§ Task prompt
If a record holds a picture, leave the picture out and repeat everything else exactly.

§ Information supplied
__________

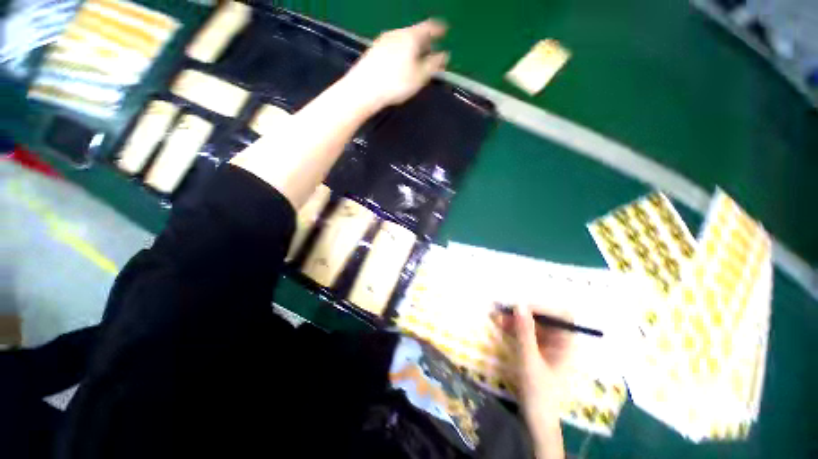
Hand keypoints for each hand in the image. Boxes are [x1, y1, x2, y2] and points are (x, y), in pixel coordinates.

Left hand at [345, 19, 449, 109]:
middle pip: (414, 33)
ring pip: (402, 40)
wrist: (363, 89)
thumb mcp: (419, 77)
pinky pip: (393, 47)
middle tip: (431, 50)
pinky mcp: (373, 51)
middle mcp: (396, 33)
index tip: (444, 31)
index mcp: (410, 37)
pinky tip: (400, 64)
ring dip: (412, 47)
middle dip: (424, 41)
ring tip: (416, 59)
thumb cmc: (395, 83)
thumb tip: (444, 56)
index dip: (438, 29)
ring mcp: (383, 41)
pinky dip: (401, 52)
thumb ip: (433, 65)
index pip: (428, 27)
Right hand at [493, 304, 572, 458]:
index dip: (542, 308)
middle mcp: (560, 343)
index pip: (560, 316)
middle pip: (543, 319)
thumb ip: (524, 331)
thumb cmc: (539, 392)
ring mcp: (549, 347)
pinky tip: (500, 326)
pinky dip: (514, 329)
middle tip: (501, 310)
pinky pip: (526, 334)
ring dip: (514, 320)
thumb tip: (519, 304)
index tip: (520, 307)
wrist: (537, 420)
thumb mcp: (530, 360)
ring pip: (532, 326)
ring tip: (495, 316)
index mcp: (568, 345)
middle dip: (521, 314)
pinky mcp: (538, 352)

__________

§ Solution to the problem
Hand keypoints for each hand in the image. Boxes are [x1, y1, x2, y2] and points are (x, y), in pixel coordinates.

Left hand at [345, 19, 449, 109]:
middle pip: (414, 33)
ring pip: (402, 40)
wrist: (363, 89)
thumb mcp: (419, 77)
pinky pip: (393, 47)
middle tip: (431, 50)
pinky mcp: (373, 51)
middle mcp: (396, 33)
index tip: (444, 31)
index mcp: (410, 37)
pinky tip: (400, 64)
ring dip: (412, 47)
middle dip: (424, 41)
ring tip: (416, 59)
thumb cmc: (395, 83)
thumb tip: (444, 56)
index dip: (438, 29)
ring mcp: (383, 41)
pinky dip: (401, 52)
thumb ip: (433, 65)
index pip: (428, 27)
Right hand at [493, 304, 572, 458]:
index dip: (542, 308)
middle mcp: (560, 343)
index pip: (560, 316)
middle pip: (543, 319)
thumb ip: (524, 331)
thumb cmc: (539, 392)
ring mcp: (549, 347)
pinky tip: (500, 326)
pinky dip: (514, 329)
middle tip: (501, 310)
pinky pip: (526, 334)
ring dip: (514, 320)
thumb tip: (519, 304)
index tip: (520, 307)
wrist: (537, 420)
thumb mcp: (530, 360)
ring pip: (532, 326)
ring tip: (495, 316)
index mcp: (568, 345)
middle dip: (521, 314)
pinky mcp: (538, 352)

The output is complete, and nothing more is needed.